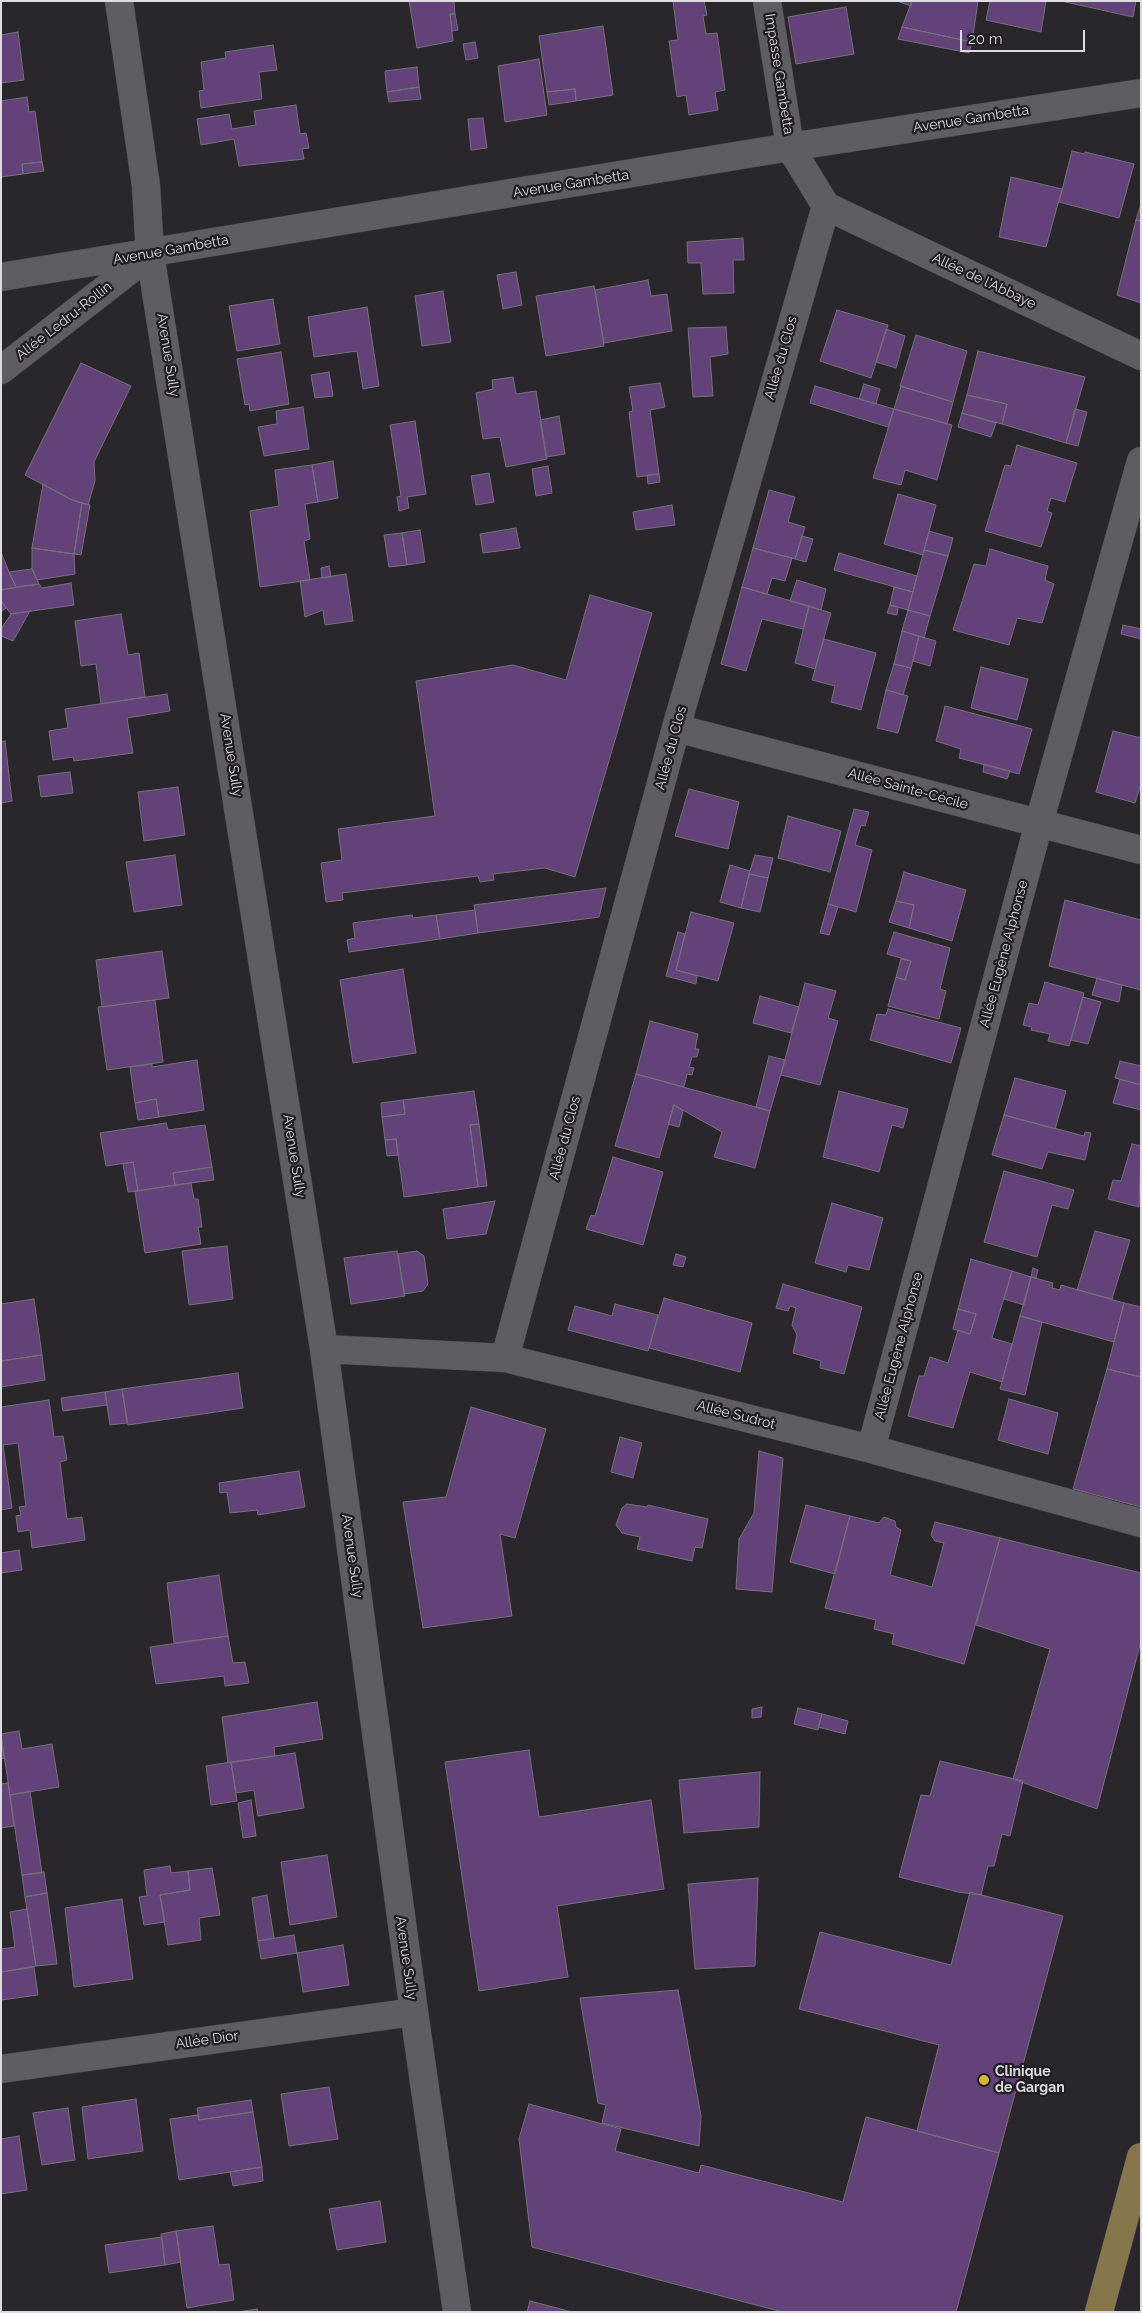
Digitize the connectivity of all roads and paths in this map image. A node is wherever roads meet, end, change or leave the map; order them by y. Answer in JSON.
{"nodes":[{"id":1,"x":119,"y":1,"type":"edge"},
{"id":2,"x":767,"y":1,"type":"edge"},
{"id":3,"x":1141,"y":93,"type":"edge"},
{"id":4,"x":790,"y":147,"type":"junction"},
{"id":5,"x":826,"y":206,"type":"junction"},
{"id":6,"x":150,"y":254,"type":"junction"},
{"id":7,"x":1,"y":277,"type":"edge"},
{"id":8,"x":1141,"y":356,"type":"edge"},
{"id":9,"x":1,"y":370,"type":"edge"},
{"id":10,"x":1141,"y":461,"type":"edge"},
{"id":11,"x":676,"y":728,"type":"junction"},
{"id":12,"x":1039,"y":823,"type":"junction"},
{"id":13,"x":1141,"y":850,"type":"edge"},
{"id":14,"x":324,"y":1349,"type":"junction"},
{"id":15,"x":505,"y":1358,"type":"junction"},
{"id":16,"x":871,"y":1449,"type":"junction"},
{"id":17,"x":1141,"y":1523,"type":"edge"},
{"id":18,"x":414,"y":2012,"type":"junction"},
{"id":19,"x":1,"y":2069,"type":"edge"},
{"id":20,"x":1141,"y":2157,"type":"edge"},
{"id":21,"x":457,"y":2312,"type":"edge"},
{"id":22,"x":1099,"y":2312,"type":"edge"}],
"edges":[{"from":1,"to":6,"type":"street","name":"Avenue Sully"},
{"from":2,"to":4,"type":"street","name":"Impasse Gambetta"},
{"from":3,"to":4,"type":"street","name":"Avenue Gambetta"},
{"from":4,"to":5,"type":"street"},
{"from":4,"to":6,"type":"street","name":"Avenue Gambetta"},
{"from":5,"to":8,"type":"street","name":"Allée de l'Abbaye"},
{"from":5,"to":11,"type":"street","name":"Allée du Clos"},
{"from":6,"to":7,"type":"street","name":"Avenue Gambetta"},
{"from":6,"to":9,"type":"street","name":"Allée Ledru-Rollin"},
{"from":6,"to":14,"type":"street","name":"Avenue Sully"},
{"from":10,"to":12,"type":"street","name":"Allée Eugène Alphonse"},
{"from":11,"to":12,"type":"street","name":"Allée Sainte-Cécile"},
{"from":11,"to":15,"type":"street","name":"Allée du Clos"},
{"from":12,"to":13,"type":"street","name":"Allée Sainte-Cécile"},
{"from":12,"to":16,"type":"street","name":"Allée Eugène Alphonse"},
{"from":14,"to":15,"type":"street","name":"Allée Sudrot"},
{"from":14,"to":18,"type":"street","name":"Avenue Sully"},
{"from":15,"to":16,"type":"street","name":"Allée Sudrot"},
{"from":16,"to":17,"type":"street","name":"Allée Sudrot"},
{"from":18,"to":19,"type":"street","name":"Allée Dior"},
{"from":18,"to":21,"type":"street","name":"Avenue Sully"},
{"from":20,"to":22,"type":"main road"}]}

━━━━━━━━━━

Take the listing above and restate it word for word, without its pictures.

Digitize the connectivity of all roads and paths in this map image. A node is wherever roads meet, end, change or leave the map; order them by y. Answer in JSON.
{"nodes":[{"id":1,"x":119,"y":1,"type":"edge"},
{"id":2,"x":767,"y":1,"type":"edge"},
{"id":3,"x":1141,"y":93,"type":"edge"},
{"id":4,"x":790,"y":147,"type":"junction"},
{"id":5,"x":826,"y":206,"type":"junction"},
{"id":6,"x":150,"y":254,"type":"junction"},
{"id":7,"x":1,"y":277,"type":"edge"},
{"id":8,"x":1141,"y":356,"type":"edge"},
{"id":9,"x":1,"y":370,"type":"edge"},
{"id":10,"x":1141,"y":461,"type":"edge"},
{"id":11,"x":676,"y":728,"type":"junction"},
{"id":12,"x":1039,"y":823,"type":"junction"},
{"id":13,"x":1141,"y":850,"type":"edge"},
{"id":14,"x":324,"y":1349,"type":"junction"},
{"id":15,"x":505,"y":1358,"type":"junction"},
{"id":16,"x":871,"y":1449,"type":"junction"},
{"id":17,"x":1141,"y":1523,"type":"edge"},
{"id":18,"x":414,"y":2012,"type":"junction"},
{"id":19,"x":1,"y":2069,"type":"edge"},
{"id":20,"x":1141,"y":2157,"type":"edge"},
{"id":21,"x":457,"y":2312,"type":"edge"},
{"id":22,"x":1099,"y":2312,"type":"edge"}],
"edges":[{"from":1,"to":6,"type":"street","name":"Avenue Sully"},
{"from":2,"to":4,"type":"street","name":"Impasse Gambetta"},
{"from":3,"to":4,"type":"street","name":"Avenue Gambetta"},
{"from":4,"to":5,"type":"street"},
{"from":4,"to":6,"type":"street","name":"Avenue Gambetta"},
{"from":5,"to":8,"type":"street","name":"Allée de l'Abbaye"},
{"from":5,"to":11,"type":"street","name":"Allée du Clos"},
{"from":6,"to":7,"type":"street","name":"Avenue Gambetta"},
{"from":6,"to":9,"type":"street","name":"Allée Ledru-Rollin"},
{"from":6,"to":14,"type":"street","name":"Avenue Sully"},
{"from":10,"to":12,"type":"street","name":"Allée Eugène Alphonse"},
{"from":11,"to":12,"type":"street","name":"Allée Sainte-Cécile"},
{"from":11,"to":15,"type":"street","name":"Allée du Clos"},
{"from":12,"to":13,"type":"street","name":"Allée Sainte-Cécile"},
{"from":12,"to":16,"type":"street","name":"Allée Eugène Alphonse"},
{"from":14,"to":15,"type":"street","name":"Allée Sudrot"},
{"from":14,"to":18,"type":"street","name":"Avenue Sully"},
{"from":15,"to":16,"type":"street","name":"Allée Sudrot"},
{"from":16,"to":17,"type":"street","name":"Allée Sudrot"},
{"from":18,"to":19,"type":"street","name":"Allée Dior"},
{"from":18,"to":21,"type":"street","name":"Avenue Sully"},
{"from":20,"to":22,"type":"main road"}]}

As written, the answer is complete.